[Collected data]
○ ○ ○

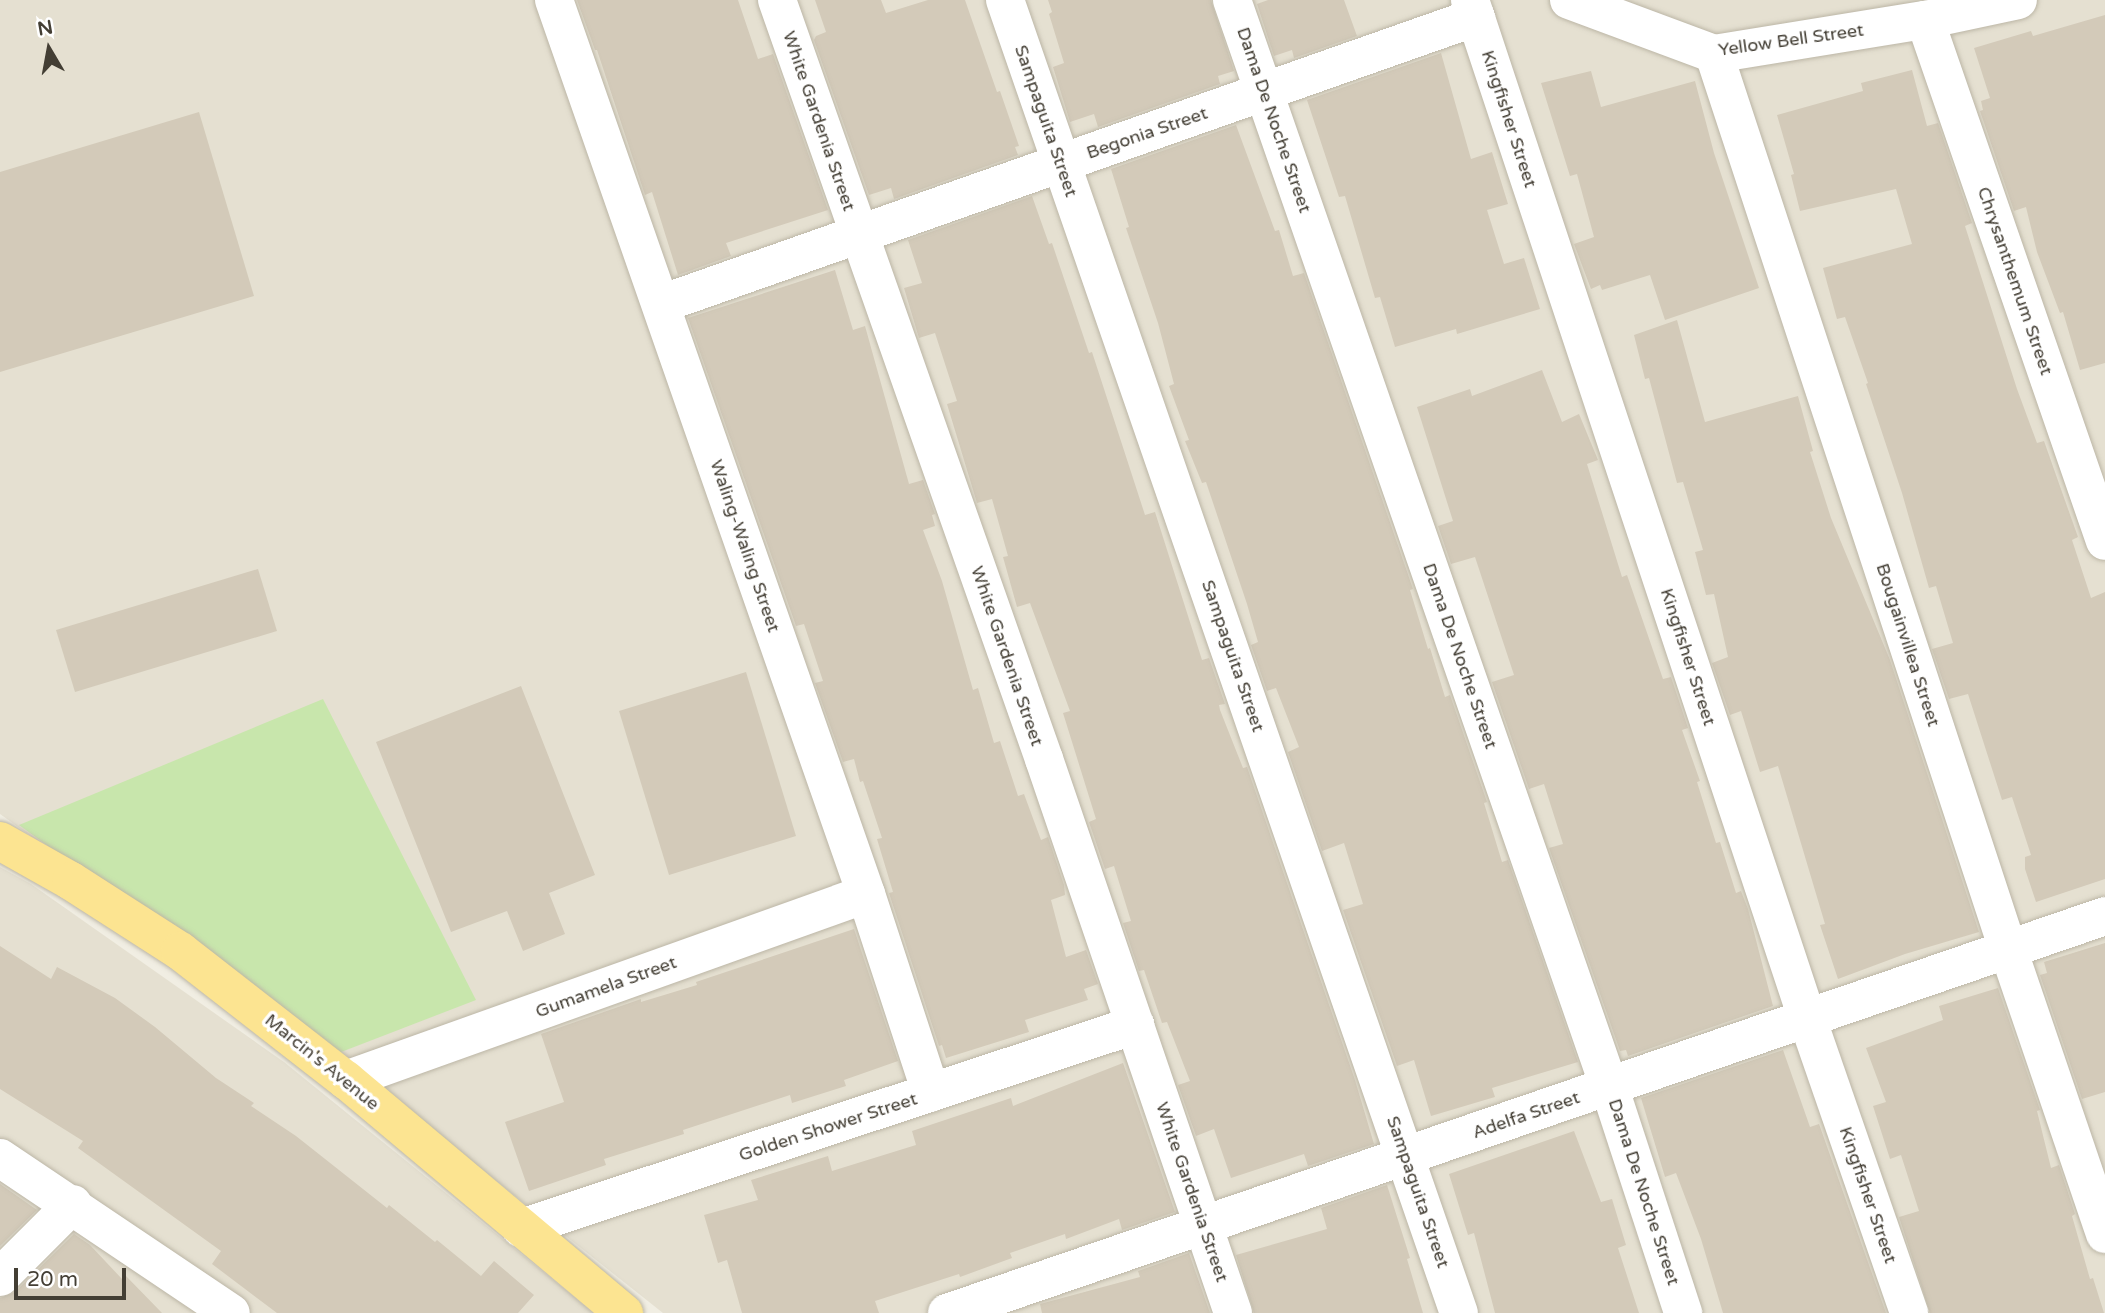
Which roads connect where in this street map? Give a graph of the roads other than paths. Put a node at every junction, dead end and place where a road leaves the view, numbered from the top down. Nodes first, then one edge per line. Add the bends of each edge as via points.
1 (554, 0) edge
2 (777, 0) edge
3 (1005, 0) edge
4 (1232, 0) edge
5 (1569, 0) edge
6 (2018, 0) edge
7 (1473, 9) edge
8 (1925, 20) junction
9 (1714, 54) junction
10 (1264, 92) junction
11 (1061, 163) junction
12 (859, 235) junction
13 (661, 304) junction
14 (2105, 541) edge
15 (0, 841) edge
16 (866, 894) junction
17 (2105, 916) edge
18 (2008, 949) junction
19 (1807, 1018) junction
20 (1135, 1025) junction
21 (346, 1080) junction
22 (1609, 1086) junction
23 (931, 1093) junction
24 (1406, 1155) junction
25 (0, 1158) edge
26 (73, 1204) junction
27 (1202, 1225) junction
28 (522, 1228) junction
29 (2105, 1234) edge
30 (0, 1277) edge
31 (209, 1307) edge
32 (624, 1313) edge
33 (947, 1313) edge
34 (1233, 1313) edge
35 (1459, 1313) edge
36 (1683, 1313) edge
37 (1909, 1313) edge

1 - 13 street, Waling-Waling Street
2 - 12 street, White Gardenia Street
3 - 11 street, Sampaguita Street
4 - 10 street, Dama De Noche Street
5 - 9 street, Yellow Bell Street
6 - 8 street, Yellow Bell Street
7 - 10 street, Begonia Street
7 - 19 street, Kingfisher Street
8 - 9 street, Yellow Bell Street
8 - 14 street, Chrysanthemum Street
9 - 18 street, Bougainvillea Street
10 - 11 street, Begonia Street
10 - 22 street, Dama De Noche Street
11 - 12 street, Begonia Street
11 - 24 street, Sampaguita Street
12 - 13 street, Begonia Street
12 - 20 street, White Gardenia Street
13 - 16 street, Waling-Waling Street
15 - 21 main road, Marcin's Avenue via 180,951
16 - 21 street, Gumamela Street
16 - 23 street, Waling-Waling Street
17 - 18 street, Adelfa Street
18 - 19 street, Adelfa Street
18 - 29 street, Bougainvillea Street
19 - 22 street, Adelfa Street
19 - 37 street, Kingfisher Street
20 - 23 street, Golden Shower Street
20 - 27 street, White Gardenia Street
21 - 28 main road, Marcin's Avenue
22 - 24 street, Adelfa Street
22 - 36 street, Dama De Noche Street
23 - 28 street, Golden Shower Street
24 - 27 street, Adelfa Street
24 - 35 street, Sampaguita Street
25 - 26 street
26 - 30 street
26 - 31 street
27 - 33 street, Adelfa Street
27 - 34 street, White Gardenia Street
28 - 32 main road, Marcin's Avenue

○ ○ ○

## Task requirements
Since pictures are not part of the copy, set down only the remaining data exactly.

## Output for this exercise
Which roads connect where in this street map? Give a graph of the roads other than paths. Put a node at every junction, dead end and place where a road leaves the view, numbered from the top down. Nodes first, then one edge per line. Add the bends of each edge as via points.
1 (554, 0) edge
2 (777, 0) edge
3 (1005, 0) edge
4 (1232, 0) edge
5 (1569, 0) edge
6 (2018, 0) edge
7 (1473, 9) edge
8 (1925, 20) junction
9 (1714, 54) junction
10 (1264, 92) junction
11 (1061, 163) junction
12 (859, 235) junction
13 (661, 304) junction
14 (2105, 541) edge
15 (0, 841) edge
16 (866, 894) junction
17 (2105, 916) edge
18 (2008, 949) junction
19 (1807, 1018) junction
20 (1135, 1025) junction
21 (346, 1080) junction
22 (1609, 1086) junction
23 (931, 1093) junction
24 (1406, 1155) junction
25 (0, 1158) edge
26 (73, 1204) junction
27 (1202, 1225) junction
28 (522, 1228) junction
29 (2105, 1234) edge
30 (0, 1277) edge
31 (209, 1307) edge
32 (624, 1313) edge
33 (947, 1313) edge
34 (1233, 1313) edge
35 (1459, 1313) edge
36 (1683, 1313) edge
37 (1909, 1313) edge

1 - 13 street, Waling-Waling Street
2 - 12 street, White Gardenia Street
3 - 11 street, Sampaguita Street
4 - 10 street, Dama De Noche Street
5 - 9 street, Yellow Bell Street
6 - 8 street, Yellow Bell Street
7 - 10 street, Begonia Street
7 - 19 street, Kingfisher Street
8 - 9 street, Yellow Bell Street
8 - 14 street, Chrysanthemum Street
9 - 18 street, Bougainvillea Street
10 - 11 street, Begonia Street
10 - 22 street, Dama De Noche Street
11 - 12 street, Begonia Street
11 - 24 street, Sampaguita Street
12 - 13 street, Begonia Street
12 - 20 street, White Gardenia Street
13 - 16 street, Waling-Waling Street
15 - 21 main road, Marcin's Avenue via 180,951
16 - 21 street, Gumamela Street
16 - 23 street, Waling-Waling Street
17 - 18 street, Adelfa Street
18 - 19 street, Adelfa Street
18 - 29 street, Bougainvillea Street
19 - 22 street, Adelfa Street
19 - 37 street, Kingfisher Street
20 - 23 street, Golden Shower Street
20 - 27 street, White Gardenia Street
21 - 28 main road, Marcin's Avenue
22 - 24 street, Adelfa Street
22 - 36 street, Dama De Noche Street
23 - 28 street, Golden Shower Street
24 - 27 street, Adelfa Street
24 - 35 street, Sampaguita Street
25 - 26 street
26 - 30 street
26 - 31 street
27 - 33 street, Adelfa Street
27 - 34 street, White Gardenia Street
28 - 32 main road, Marcin's Avenue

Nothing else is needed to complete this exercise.